I had previously tried making post_object a list of individual JSON dicts... But this gives 400 for another reason:

response.json() {'error': {'root_cause': [{'type': 'illegal_argument_exception', 'reason': 'Malformed action/metadata line [1], 
expected START_OBJECT but found [START_ARRAY]'}], 'type': 'illegal_argument_exception', 'reason': 'Malformed action/metadata line [1], expected START_OBJECT but found [START_ARRAY]'}, 'status': 400}

... does anyone know what sort of "START_OBJECT" requests wants to find with this _bulk end point?

NB there are various pages devoted to this, e.g. here or here. I appear to have to submit a string as the data param, apparently with some metadata element, and with new lines in the right places. I also apparently have to set the header "Content-type" to "x-ndjson", which I've now done... but I'd just like a simple example, ideally!


Solution

  • Got it. NB version of ES is 7.12, Python 3.9.4.

    Just thought I'd leave this here to save someone else half an hour's wasted time.

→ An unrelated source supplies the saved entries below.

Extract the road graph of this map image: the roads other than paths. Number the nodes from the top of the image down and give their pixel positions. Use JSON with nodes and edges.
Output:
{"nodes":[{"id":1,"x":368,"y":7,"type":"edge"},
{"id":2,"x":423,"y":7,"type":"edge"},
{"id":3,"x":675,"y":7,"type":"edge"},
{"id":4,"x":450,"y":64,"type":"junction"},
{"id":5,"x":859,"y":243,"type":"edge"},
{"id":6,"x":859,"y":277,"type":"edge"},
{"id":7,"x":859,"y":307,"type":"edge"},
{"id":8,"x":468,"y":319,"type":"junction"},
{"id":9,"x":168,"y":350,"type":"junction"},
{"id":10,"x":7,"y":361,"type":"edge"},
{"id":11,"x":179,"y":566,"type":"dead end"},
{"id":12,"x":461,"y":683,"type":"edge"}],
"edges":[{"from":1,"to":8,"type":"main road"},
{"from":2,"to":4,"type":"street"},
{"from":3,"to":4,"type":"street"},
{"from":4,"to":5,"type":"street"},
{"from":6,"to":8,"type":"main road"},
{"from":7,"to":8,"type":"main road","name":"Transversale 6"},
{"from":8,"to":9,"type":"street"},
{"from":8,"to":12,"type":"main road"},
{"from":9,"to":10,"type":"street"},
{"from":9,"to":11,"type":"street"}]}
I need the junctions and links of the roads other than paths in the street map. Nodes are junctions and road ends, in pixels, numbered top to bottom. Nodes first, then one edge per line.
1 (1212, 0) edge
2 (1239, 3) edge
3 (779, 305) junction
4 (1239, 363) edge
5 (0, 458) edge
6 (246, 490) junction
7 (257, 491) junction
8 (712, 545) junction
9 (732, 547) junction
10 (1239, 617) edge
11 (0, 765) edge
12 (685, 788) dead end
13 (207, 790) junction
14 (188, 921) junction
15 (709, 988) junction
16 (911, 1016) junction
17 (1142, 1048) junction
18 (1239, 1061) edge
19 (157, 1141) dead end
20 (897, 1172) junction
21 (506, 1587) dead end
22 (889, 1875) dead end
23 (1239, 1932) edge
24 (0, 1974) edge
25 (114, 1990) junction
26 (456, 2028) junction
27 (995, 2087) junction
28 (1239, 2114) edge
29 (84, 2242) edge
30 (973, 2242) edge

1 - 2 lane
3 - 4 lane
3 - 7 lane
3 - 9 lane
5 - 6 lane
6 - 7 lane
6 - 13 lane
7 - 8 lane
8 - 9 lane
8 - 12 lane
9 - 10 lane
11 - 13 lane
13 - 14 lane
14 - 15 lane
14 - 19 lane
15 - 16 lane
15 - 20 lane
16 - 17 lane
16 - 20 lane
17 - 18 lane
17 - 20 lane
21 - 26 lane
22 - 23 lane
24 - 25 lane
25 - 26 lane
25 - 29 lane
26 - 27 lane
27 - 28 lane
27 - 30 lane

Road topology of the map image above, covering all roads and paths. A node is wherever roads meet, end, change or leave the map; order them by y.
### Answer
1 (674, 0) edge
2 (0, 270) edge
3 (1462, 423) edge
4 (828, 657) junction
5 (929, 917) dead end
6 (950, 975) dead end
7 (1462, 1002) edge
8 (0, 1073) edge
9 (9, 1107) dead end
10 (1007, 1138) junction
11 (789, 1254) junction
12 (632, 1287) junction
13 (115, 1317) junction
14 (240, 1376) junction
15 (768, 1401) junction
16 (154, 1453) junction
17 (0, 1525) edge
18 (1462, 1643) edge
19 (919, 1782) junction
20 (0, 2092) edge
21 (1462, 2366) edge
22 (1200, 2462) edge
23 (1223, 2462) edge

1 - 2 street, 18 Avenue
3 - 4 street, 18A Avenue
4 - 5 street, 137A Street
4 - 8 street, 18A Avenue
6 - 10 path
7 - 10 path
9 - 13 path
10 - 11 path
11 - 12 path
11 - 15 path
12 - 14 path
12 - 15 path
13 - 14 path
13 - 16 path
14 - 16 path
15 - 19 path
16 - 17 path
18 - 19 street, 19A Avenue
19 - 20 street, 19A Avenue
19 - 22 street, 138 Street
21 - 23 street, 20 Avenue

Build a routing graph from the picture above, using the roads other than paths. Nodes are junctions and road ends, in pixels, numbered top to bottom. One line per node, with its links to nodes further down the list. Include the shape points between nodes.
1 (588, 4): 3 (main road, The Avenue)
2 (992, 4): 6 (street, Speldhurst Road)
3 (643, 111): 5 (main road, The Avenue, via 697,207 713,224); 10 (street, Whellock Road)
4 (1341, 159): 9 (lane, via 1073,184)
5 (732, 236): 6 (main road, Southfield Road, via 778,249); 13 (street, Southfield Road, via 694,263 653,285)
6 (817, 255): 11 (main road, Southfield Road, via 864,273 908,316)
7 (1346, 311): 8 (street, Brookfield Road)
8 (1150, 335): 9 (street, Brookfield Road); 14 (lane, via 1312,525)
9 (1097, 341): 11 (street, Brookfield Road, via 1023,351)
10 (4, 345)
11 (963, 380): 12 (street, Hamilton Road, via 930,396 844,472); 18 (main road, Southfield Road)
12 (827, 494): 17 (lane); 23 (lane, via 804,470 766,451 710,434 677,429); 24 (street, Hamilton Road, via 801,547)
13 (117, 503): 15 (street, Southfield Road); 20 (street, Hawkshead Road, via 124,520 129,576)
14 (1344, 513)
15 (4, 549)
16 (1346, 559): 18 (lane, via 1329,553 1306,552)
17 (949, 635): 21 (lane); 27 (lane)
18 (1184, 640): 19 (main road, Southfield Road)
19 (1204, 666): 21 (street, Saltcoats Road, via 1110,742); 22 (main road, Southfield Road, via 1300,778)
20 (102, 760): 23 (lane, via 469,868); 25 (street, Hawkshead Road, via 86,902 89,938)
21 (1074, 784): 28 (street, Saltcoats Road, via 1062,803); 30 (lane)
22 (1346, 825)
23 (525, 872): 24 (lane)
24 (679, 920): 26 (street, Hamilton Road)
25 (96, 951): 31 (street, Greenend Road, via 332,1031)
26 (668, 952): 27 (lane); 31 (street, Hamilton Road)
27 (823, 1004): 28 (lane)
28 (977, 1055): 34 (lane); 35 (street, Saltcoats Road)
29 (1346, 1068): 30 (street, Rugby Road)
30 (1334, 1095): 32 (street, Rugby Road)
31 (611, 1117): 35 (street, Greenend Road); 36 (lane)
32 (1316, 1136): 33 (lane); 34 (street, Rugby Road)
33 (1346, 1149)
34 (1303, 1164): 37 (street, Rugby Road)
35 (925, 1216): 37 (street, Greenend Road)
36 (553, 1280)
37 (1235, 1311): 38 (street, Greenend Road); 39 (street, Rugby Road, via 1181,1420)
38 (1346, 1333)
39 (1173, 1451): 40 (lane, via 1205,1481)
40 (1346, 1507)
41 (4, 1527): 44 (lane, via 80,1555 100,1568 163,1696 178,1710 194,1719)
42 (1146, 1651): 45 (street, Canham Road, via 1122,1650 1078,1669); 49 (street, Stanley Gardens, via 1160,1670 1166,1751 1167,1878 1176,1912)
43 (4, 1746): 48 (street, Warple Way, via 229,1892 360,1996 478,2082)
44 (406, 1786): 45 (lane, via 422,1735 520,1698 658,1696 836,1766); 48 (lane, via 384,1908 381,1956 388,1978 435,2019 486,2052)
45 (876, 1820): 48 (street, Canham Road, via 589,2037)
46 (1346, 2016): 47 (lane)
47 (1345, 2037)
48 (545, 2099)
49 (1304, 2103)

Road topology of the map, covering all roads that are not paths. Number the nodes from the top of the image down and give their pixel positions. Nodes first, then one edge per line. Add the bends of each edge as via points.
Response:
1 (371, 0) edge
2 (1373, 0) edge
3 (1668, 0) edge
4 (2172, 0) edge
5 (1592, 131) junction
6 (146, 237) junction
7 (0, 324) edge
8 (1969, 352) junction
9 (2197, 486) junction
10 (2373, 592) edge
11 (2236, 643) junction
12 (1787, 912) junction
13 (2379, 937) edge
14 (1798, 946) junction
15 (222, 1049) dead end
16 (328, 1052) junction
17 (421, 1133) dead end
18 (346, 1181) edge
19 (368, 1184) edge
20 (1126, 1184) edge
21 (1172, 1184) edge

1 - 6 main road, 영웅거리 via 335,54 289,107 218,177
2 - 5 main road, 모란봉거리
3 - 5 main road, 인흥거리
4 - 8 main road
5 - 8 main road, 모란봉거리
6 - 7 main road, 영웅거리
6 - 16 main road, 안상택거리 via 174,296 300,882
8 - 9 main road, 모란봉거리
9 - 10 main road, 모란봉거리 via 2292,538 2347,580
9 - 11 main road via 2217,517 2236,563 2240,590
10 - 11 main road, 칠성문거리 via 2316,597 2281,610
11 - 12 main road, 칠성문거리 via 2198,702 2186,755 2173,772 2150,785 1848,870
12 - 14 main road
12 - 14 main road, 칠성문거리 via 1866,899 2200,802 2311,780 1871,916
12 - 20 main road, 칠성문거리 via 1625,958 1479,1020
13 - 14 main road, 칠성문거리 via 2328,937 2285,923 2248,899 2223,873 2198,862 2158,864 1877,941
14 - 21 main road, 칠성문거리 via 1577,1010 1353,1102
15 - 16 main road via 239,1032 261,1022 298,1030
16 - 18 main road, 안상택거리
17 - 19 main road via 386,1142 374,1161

    Yes, the use of "Content-type" "x-ndjson" turns out to be essential. It is indeed necessary to submit a string as the data parameter. Thus:

    post_object_str = ''
    for num, obj in enumerate(  ... 
        # iteration loop creating the dicts to prepare the ES documents
    
        dict_doc = {}
        # fill this with your fields, e.g.:
        dict_doc['interesting_data'] = 'something'
        dict_doc['timestamp'] = datetime.datetime.now()
        # NB you get a complaint if you try to include the "_id" field not as "metadata"
        post_object_str += f'{{"index": {{"_id": "{str(num)}"}}}}\n'
        post_object_str += json.dumps(dict_doc, default=str) + '\n'
    
    # see what it looks like    
    print(f'post_object_str:\n{post_object_str[:400]}')
            
    headers = {'Content-type': 'application/x-ndjson'}        
    response = requests.post(f'{url}/_bulk', data=post_object_str, headers=headers)
    # examine the response...
    print(f'post response.json():\n{json.dumps(response.json(), indent=2)}')
    

    200: index populated in a flash. Beautiful.